クルマについては「速く走るためになにをしていけばいいのか重点的に洗い出した。ポイントはアベレージスピードを落とさない足まわりで力を入れた」と解説。「1号車は、参戦当初から採用していたマルチリーフサスペンションを採用、2号車はテーパーリーフだが、エンジンが700馬力を超える出力を得るので、それを受けとめる機構部分に手を加えている」として、高出力対応のトランスファーを採用し、LSDをリアに取り入れたという。また、重量が増えないようにしつつ補強を加えて剛性を高めているとした。
サポート体制についても、これまで大型トラックのプロフィア1台だったが、より多くの部品を現地に持ち込んだり、移動工場のようなサポートカーを1台増強して2台体制にするとした。
菅原照仁氏は目標について「トラック部門総合10位以内」とし、2017年は排気量10リットル未満クラスでクラス優勝するものの、トラック部門総合で8位だったことから、「今年はそれ以上を目指す、注目してほしい」と語り、レースのポイントは砂漠と雨だとした。
メカニックとしてディーラー選抜の4名も参戦するが、父も整備士で、ダカールラリーに参加することを目標に群馬日野自動車に入社したという高野雄生氏が代表してあいさつを行なった。
これまでに高野氏は、7月に2号車のみが参加した「シルクウェイラリー」、8月に1号車のみが参加した「モンゴルラリー」にメカニックとして参加しているが、「1つ気づいたこととして挙げられるのは、チームワークの大切さ。ラリー中は予定外のことが起き、気持ちの余裕がなくなってくる。そんなときはチームの仲間が声をかけてくれた」と語った。
さらに、「2つのレースで困難を乗り越え、最高のチームとなりました。このチームで歴代の先輩方がつないできた連続完走とクラス連覇の記録をさらに伸ばし、昨年以上の総合上位を目指してチーム一丸となり、ラリーに挑戦します」と意気込みを語った。
最後に1号車のドライバーの菅原義正氏がマイクを握った。菅原義正氏はダカールラリーに2輪時代から数えて連続34回目の参戦。
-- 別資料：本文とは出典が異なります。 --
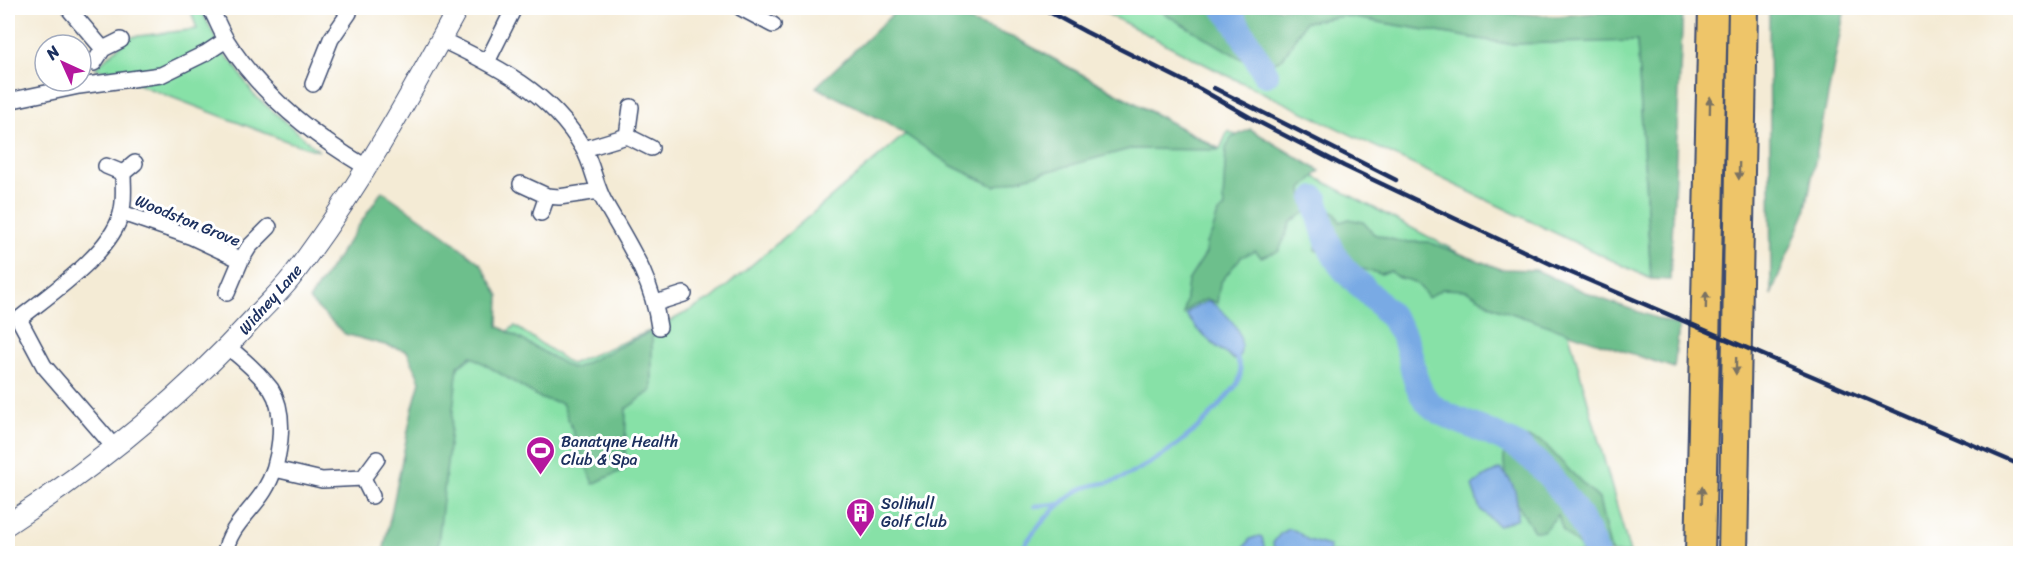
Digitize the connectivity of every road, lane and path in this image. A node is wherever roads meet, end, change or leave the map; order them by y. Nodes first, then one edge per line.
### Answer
1 (68, 8) edge
2 (210, 8) edge
3 (458, 8) edge
4 (514, 8) edge
5 (1713, 8) edge
6 (1743, 8) edge
7 (348, 9) edge
8 (743, 14) edge
9 (773, 25) dead end
10 (440, 39) junction
11 (121, 40) dead end
12 (226, 40) junction
13 (103, 49) junction
14 (487, 62) junction
15 (94, 63) dead end
16 (313, 84) dead end
17 (8, 101) edge
18 (631, 107) dead end
19 (627, 136) junction
20 (651, 148) dead end
21 (584, 149) junction
22 (106, 165) dead end
23 (366, 167) junction
24 (521, 184) dead end
25 (599, 191) junction
26 (547, 196) junction
27 (122, 213) junction
28 (541, 213) dead end
29 (268, 227) dead end
30 (240, 260) junction
31 (227, 293) dead end
32 (684, 294) dead end
33 (656, 303) junction
34 (13, 322) edge
35 (659, 327) dead end
36 (228, 347) junction
37 (115, 448) junction
38 (376, 459) dead end
39 (275, 470) junction
40 (363, 478) junction
41 (372, 496) dead end
42 (8, 524) edge
43 (225, 554) edge
44 (1700, 554) edge
45 (1733, 554) edge

1 - 13 street
2 - 12 street
3 - 10 street, Widney Lane
4 - 14 street
44 -> 5 highway
6 -> 45 highway
7 - 16 street
8 - 9 street
10 - 14 street
10 - 23 street, Widney Lane
11 - 13 street
12 - 17 street
12 - 23 street
13 - 15 street
14 - 21 street
18 - 19 street
19 - 20 street
19 - 21 street
21 - 25 street
22 - 27 street
23 - 36 street, Widney Lane
24 - 26 street
25 - 26 street
25 - 33 street
26 - 28 street
27 - 30 street, Woodston Grove
27 - 34 street
29 - 30 street, Woodston Grove
30 - 31 street, Woodston Grove
32 - 33 street
33 - 35 street
34 - 37 street
36 - 37 street, Widney Lane
36 - 39 street
37 - 42 street, Widney Lane
38 - 40 street
39 - 40 street
39 - 43 street
40 - 41 street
「日野さんが参加されて27年目。人数も多くなりまして、最低のときは2人だけでサービスなしで、9月1日にパリを出てモスクワを通り、29日に北京でゴールした。それから比べると、今は夢のようなチームになった」と振り返った。
また、菅原義正氏は「ダカールに参戦して35年。初めてテント生活からキャンピングカーに乗ることができる」とサポート体制の充実を挙げ、これまでのテント生活よりも快適なレースができることに喜んだ。
なお、菅原義正氏は前回、標高の高いところで体調を崩したことがあったという。その点については「4900mくらいのところを走るので、鼻にチューブで酸素を供給しながら走るが、僕がやると似合いすぎちゃう。病院から脱走してきたんじゃないかと。それで似合いすぎてやめたんですが、前回は具合がわるくなって点滴を受けたので、今回はナビと僕で酸素を用意しています。心配いりません」と述べ、しっかりと対策するとした。
参戦車両は2台の日野レンジャー
参戦する車両は中型トラックの日野レンジャー。これまでの参戦と同じく、1号車と2号車で仕様が異なる。外見は1号車がレンジャーの輸出仕様である日野500シリーズ、2号車は新型となった国内仕様のレンジャーとなっている。
共通するスペックは、エンジンがインタークーラーターボ付きの直列6気筒8.9リッター「A09C-TI」で、トランスミッションはHi-Loレンジ切替付きトランスファーを備える前進6速。タイヤはミシュラン「XZL 14.00 R20」。
エンジンの出力や駆動方式、サスペンションやボディサイズなどは2台で異なる。駆動方式は1号車がパートタイム4WD、2号車がフルタイム4WDとなり、出力も2号車が700PSに対して1号車が670PS。この差は1号車が耐久性・信頼性重視、2号車が高出力・スピード重視と役割が異なっているため。
また、車両のデザインも微妙に異なるほか、キャブ上部に鯉のぼりを掲げることが恒例で、1号車がピンク、2号車がブルーとなっている。